When Irene Dalis announced six weeks ago that she would retire from Opera San Jose, the company she founded in 1984 and has directed ever since, people wondered who would take over. The answer is in: Larry Hancock, Dalis' right-hand man for three decades.
Hancock, 62, will step into Dalis' job as general director in July 2014, at the close of the company's 30th season.
"Opera San Jose is in good hands," said Dalis. "This man has done everything there is to do here. He was actually our first hire, and has gone up the ladder and been in charge of every department. I will tell you that Larry Hancock has helped me to develop this company, in every way."
Hancock's appointment was announced Tuesday, following a vote last Thursday by the company's board of trustees. There long had been speculation in South Bay cultural circles -- where Dalis, a former Metropolitan Opera star, is an icon -- that the company would launch an international search to find a replacement. In the end, the board went with the inside hire.
"This has always been Irene's hope," said Hancock, currently the company's general manager. "She's been preparing me for this position for 30 years, and the way she was preparing me simply was by moving me, as soon as I got comfortable in any department, straight into another."
In 1979, Hancock became Dalis' graduate assistant at San Jose State University, where she ran the opera workshop. ("He was a very good tenor," Dalis,
When Dalis, a native of San Jose, founded Opera San Jose five years later, Hancock began his rise through the ranks. His jobs have included media relations director, artistic administrator, director of marketing, director of development and director of production. He is well-known to local audiences as an opera historian, giving pre-performance talks at the California Theatre.
Given the current economic climate, foregoing a costly national search was a prudent move by the trustees, said Dalis. "And anyone who's wondering about hiring from the inside should just look at Joseph Volpe at the Metropolitan Opera." That legendary former leader of the nation's most famous opera company began his career there as an apprentice carpenter.

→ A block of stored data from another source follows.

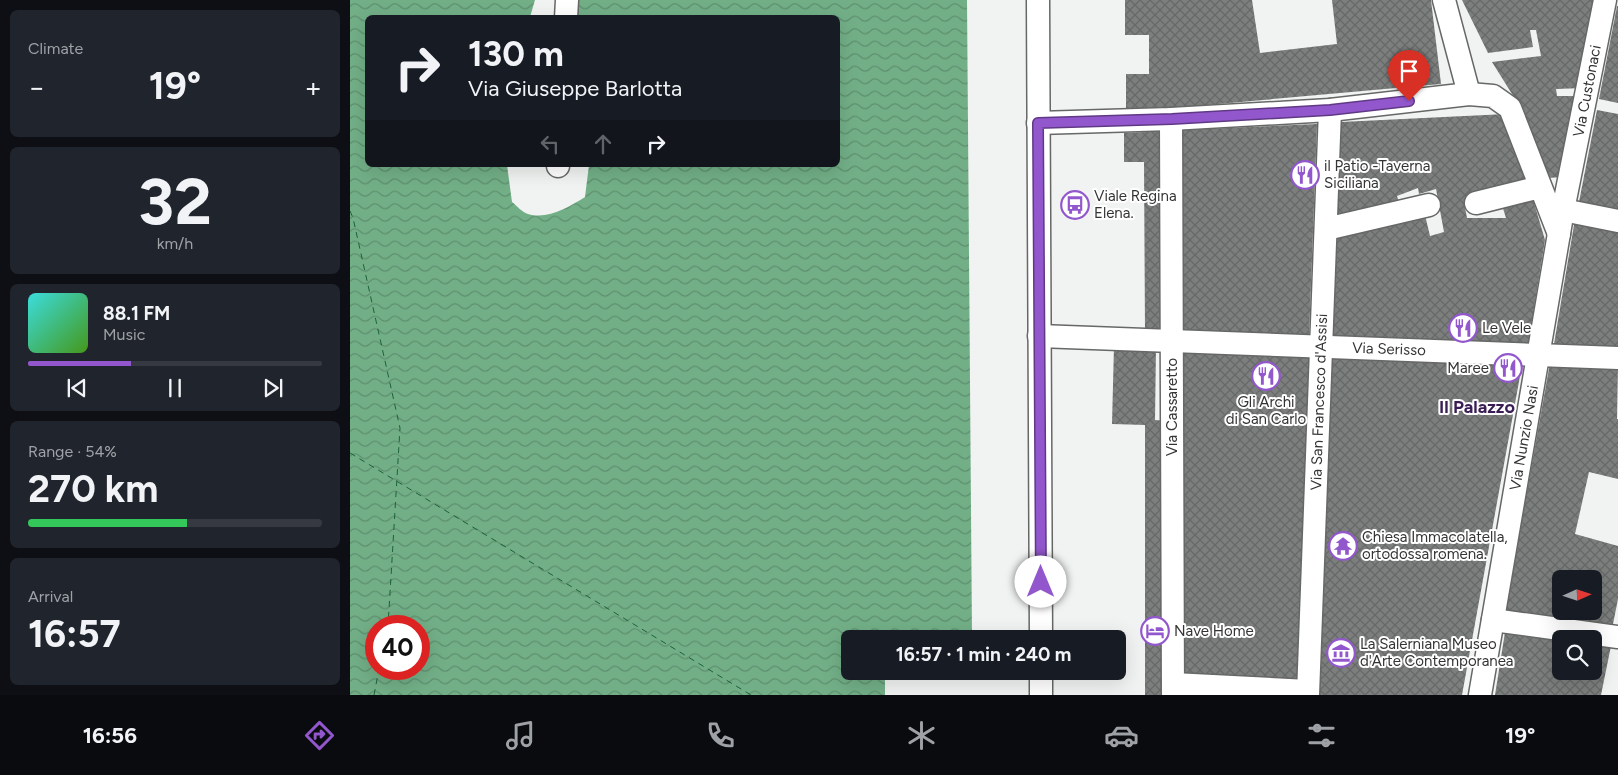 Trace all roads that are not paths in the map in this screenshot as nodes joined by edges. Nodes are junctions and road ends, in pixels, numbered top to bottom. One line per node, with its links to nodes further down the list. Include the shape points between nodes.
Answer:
1 (567, 0): 5 (street)
2 (1038, 0): 9 (street)
3 (1444, 0): 6 (street)
4 (1605, 0): 10 (street, Via Custonaci)
5 (566, 15)
6 (1468, 94): 7 (street); 11 (street, via 1493,96 1510,108)
7 (1330, 110): 8 (street); 16 (street, Via San Francesco d'Assisi)
8 (1172, 119): 9 (street); 19 (street, Via Cassaretto)
9 (1038, 123): 18 (street)
10 (1569, 181): 14 (street, Via Nunzio Nasi)
11 (1540, 187): 12 (street); 17 (street)
12 (1476, 203)
13 (1429, 204): 16 (street)
14 (1563, 210): 15 (street); 17 (street, Via Nunzio Nasi)
15 (1618, 221)
16 (1326, 229): 20 (street, Via San Francesco d'Assisi)
17 (1559, 234): 21 (street, Via Nunzio Nasi)
18 (1039, 336): 19 (street, Via Serisso); 24 (street)
19 (1171, 341): 20 (street, Via Serisso); 27 (street, Via Cassaretto)
20 (1321, 347): 21 (street, Via Serisso); 28 (street, Via San Francesco d'Assisi)
21 (1538, 355): 22 (street, Via Serisso); 23 (street, Via Nunzio Nasi)
22 (1618, 358)
23 (1493, 620): 25 (street); 30 (street, Via Nunzio Nasi)
24 (1041, 630)
25 (1618, 637)
26 (1041, 680): 29 (street)
27 (1173, 690): 28 (street)
28 (1308, 693)
29 (1041, 695)
30 (1480, 695) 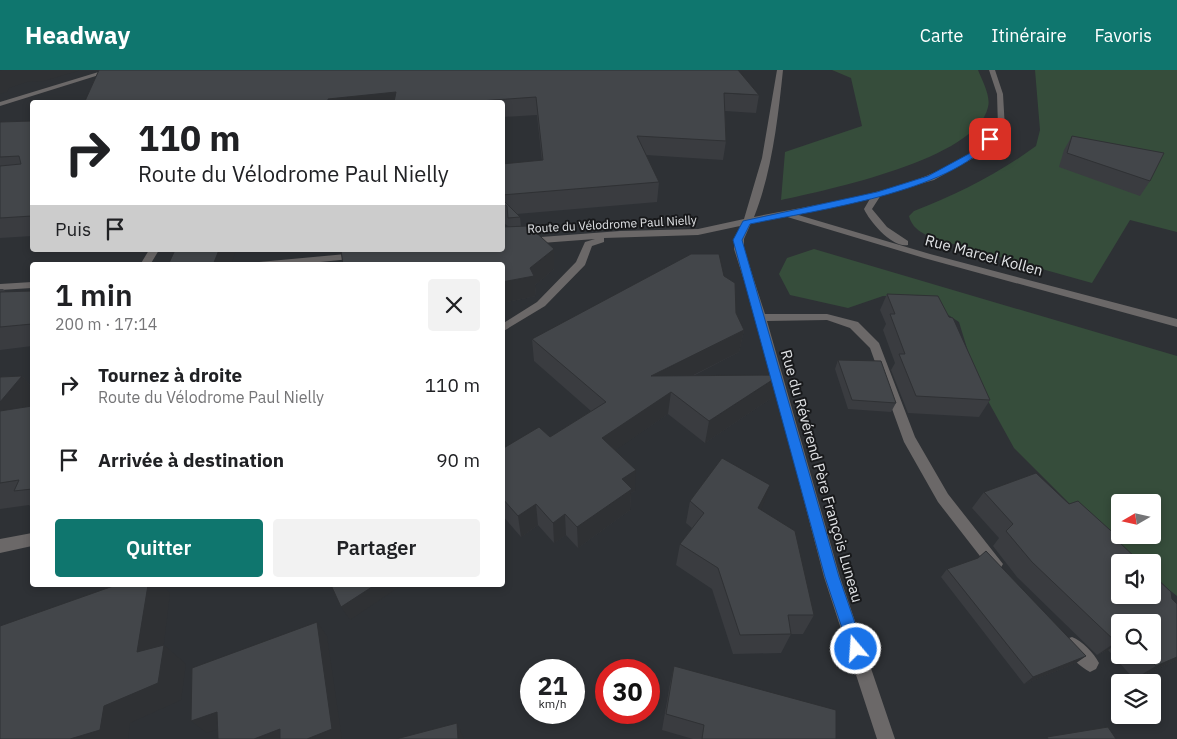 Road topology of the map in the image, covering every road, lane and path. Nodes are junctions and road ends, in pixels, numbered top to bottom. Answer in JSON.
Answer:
{"nodes":[{"id":1,"x":112,"y":70,"type":"edge"},
{"id":2,"x":780,"y":70,"type":"edge"},
{"id":3,"x":992,"y":70,"type":"edge"},
{"id":4,"x":0,"y":104,"type":"edge"},
{"id":5,"x":878,"y":194,"type":"junction"},
{"id":6,"x":784,"y":213,"type":"junction"},
{"id":7,"x":746,"y":222,"type":"junction"},
{"id":8,"x":620,"y":234,"type":"junction"},
{"id":9,"x":505,"y":240,"type":"edge"},
{"id":10,"x":365,"y":255,"type":"edge"},
{"id":11,"x":927,"y":256,"type":"junction"},
{"id":12,"x":291,"y":262,"type":"edge"},
{"id":13,"x":30,"y":285,"type":"edge"},
{"id":14,"x":0,"y":288,"type":"edge"},
{"id":15,"x":761,"y":318,"type":"junction"},
{"id":16,"x":1177,"y":323,"type":"edge"},
{"id":17,"x":505,"y":327,"type":"edge"},
{"id":18,"x":30,"y":540,"type":"edge"},
{"id":19,"x":0,"y":546,"type":"edge"},
{"id":20,"x":1004,"y":575,"type":"edge"},
{"id":21,"x":1064,"y":636,"type":"edge"},
{"id":22,"x":1090,"y":663,"type":"dead end"},
{"id":23,"x":886,"y":739,"type":"edge"}],
"edges":[{"from":1,"to":4,"type":"street"},
{"from":2,"to":7,"type":"street","name":"Rue du Révérend Père François Luneau"},
{"from":3,"to":5,"type":"street","name":"Route du Vélodrome Paul Nielly"},
{"from":5,"to":6,"type":"street","name":"Route du Vélodrome Paul Nielly"},
{"from":5,"to":11,"type":"street"},
{"from":6,"to":7,"type":"street","name":"Route du Vélodrome Paul Nielly"},
{"from":6,"to":11,"type":"street","name":"Rue Marcel Kollen"},
{"from":7,"to":8,"type":"street","name":"Route du Vélodrome Paul Nielly"},
{"from":7,"to":15,"type":"street","name":"Rue du Révérend Père François Luneau"},
{"from":8,"to":9,"type":"street","name":"Route du Vélodrome Paul Nielly"},
{"from":8,"to":17,"type":"street"},
{"from":10,"to":12,"type":"street"},
{"from":11,"to":16,"type":"street","name":"Rue Marcel Kollen"},
{"from":13,"to":14,"type":"street"},
{"from":15,"to":20,"type":"street"},
{"from":15,"to":23,"type":"street","name":"Rue du Révérend Père François Luneau"},
{"from":18,"to":19,"type":"street"},
{"from":21,"to":22,"type":"street"}]}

Hancock said that the coming transition period will be a serious challenge.
Since the economic crash of 2008, ticket sales at opera companies and other arts organizations around the country have "nose-dived, amazingly," he said. At Opera San Jose, sales have plunged, as well. "So we'll be working very hard in the next six months," he said, "to get a handle on how we can increase income and lower expenses, so that we can make the budget for my first season" in 2014-15.
He expects the company's $4 million operating budget will have to be cut to about $3.5 million. Asked whether the company can afford to keep giving eight performances of each of its productions, he said, "I seriously doubt that that will be possible" in the years ahead. "We're going to be looking at all the dimes we spend."
But no decisions have been made. For the time being, the company is able to draw on its cash reserve; it hopes for an increase in gifts from donors.
"I believe in the artistic quality of what this company does," Hancock said. "It is unique, the only resident company in America. I think this is special and needs to be preserved and assisted."